Assigned task — Images are not part of the copy; transcribe all the data exactly.
Start of Block
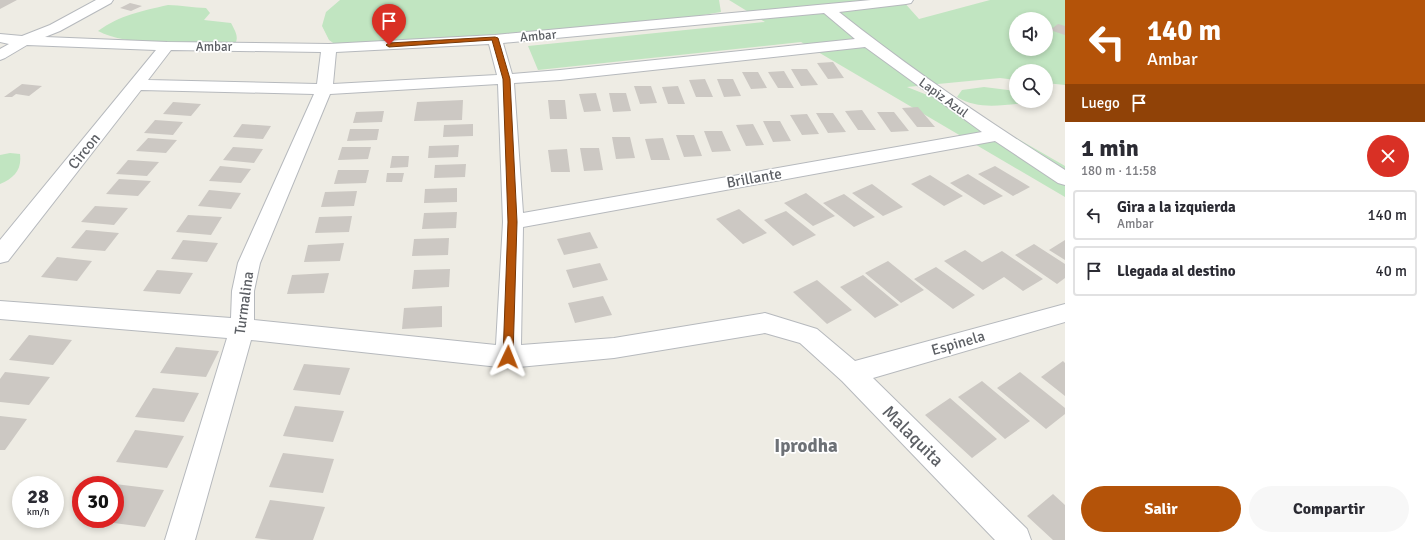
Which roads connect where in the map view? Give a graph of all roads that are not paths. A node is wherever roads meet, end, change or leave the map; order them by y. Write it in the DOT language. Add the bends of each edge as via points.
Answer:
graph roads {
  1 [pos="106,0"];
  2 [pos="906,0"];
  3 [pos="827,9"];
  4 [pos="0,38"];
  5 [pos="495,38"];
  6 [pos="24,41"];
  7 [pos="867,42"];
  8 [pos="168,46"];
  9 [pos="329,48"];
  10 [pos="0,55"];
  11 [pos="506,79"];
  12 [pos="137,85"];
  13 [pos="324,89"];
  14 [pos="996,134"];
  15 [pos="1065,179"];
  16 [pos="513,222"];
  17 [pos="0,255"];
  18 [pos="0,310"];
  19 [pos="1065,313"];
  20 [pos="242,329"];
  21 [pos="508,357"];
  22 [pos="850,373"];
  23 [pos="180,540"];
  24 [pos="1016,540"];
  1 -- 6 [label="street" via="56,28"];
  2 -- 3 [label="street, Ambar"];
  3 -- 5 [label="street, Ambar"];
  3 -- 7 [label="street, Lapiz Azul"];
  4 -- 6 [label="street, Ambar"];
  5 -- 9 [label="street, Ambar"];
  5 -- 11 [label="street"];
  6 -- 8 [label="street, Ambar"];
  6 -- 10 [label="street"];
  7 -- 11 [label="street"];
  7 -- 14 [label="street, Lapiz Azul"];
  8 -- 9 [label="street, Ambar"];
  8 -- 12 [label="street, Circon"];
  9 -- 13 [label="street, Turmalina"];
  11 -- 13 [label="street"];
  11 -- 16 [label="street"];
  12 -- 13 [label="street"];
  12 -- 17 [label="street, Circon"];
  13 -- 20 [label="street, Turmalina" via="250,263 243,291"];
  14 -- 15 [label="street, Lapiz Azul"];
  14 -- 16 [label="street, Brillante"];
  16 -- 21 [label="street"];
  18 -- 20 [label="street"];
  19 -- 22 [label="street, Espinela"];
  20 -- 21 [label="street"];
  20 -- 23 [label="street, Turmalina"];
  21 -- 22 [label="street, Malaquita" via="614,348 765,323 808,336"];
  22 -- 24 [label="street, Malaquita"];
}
End of Block
Response area —
Which roads connect where in the map view? Give a graph of all roads that are not paths. A node is wherever roads meet, end, change or leave the map; order them by y. Write it in the DOT language. Add the bends of each edge as via points.
Answer:
graph roads {
  1 [pos="106,0"];
  2 [pos="906,0"];
  3 [pos="827,9"];
  4 [pos="0,38"];
  5 [pos="495,38"];
  6 [pos="24,41"];
  7 [pos="867,42"];
  8 [pos="168,46"];
  9 [pos="329,48"];
  10 [pos="0,55"];
  11 [pos="506,79"];
  12 [pos="137,85"];
  13 [pos="324,89"];
  14 [pos="996,134"];
  15 [pos="1065,179"];
  16 [pos="513,222"];
  17 [pos="0,255"];
  18 [pos="0,310"];
  19 [pos="1065,313"];
  20 [pos="242,329"];
  21 [pos="508,357"];
  22 [pos="850,373"];
  23 [pos="180,540"];
  24 [pos="1016,540"];
  1 -- 6 [label="street" via="56,28"];
  2 -- 3 [label="street, Ambar"];
  3 -- 5 [label="street, Ambar"];
  3 -- 7 [label="street, Lapiz Azul"];
  4 -- 6 [label="street, Ambar"];
  5 -- 9 [label="street, Ambar"];
  5 -- 11 [label="street"];
  6 -- 8 [label="street, Ambar"];
  6 -- 10 [label="street"];
  7 -- 11 [label="street"];
  7 -- 14 [label="street, Lapiz Azul"];
  8 -- 9 [label="street, Ambar"];
  8 -- 12 [label="street, Circon"];
  9 -- 13 [label="street, Turmalina"];
  11 -- 13 [label="street"];
  11 -- 16 [label="street"];
  12 -- 13 [label="street"];
  12 -- 17 [label="street, Circon"];
  13 -- 20 [label="street, Turmalina" via="250,263 243,291"];
  14 -- 15 [label="street, Lapiz Azul"];
  14 -- 16 [label="street, Brillante"];
  16 -- 21 [label="street"];
  18 -- 20 [label="street"];
  19 -- 22 [label="street, Espinela"];
  20 -- 21 [label="street"];
  20 -- 23 [label="street, Turmalina"];
  21 -- 22 [label="street, Malaquita" via="614,348 765,323 808,336"];
  22 -- 24 [label="street, Malaquita"];
}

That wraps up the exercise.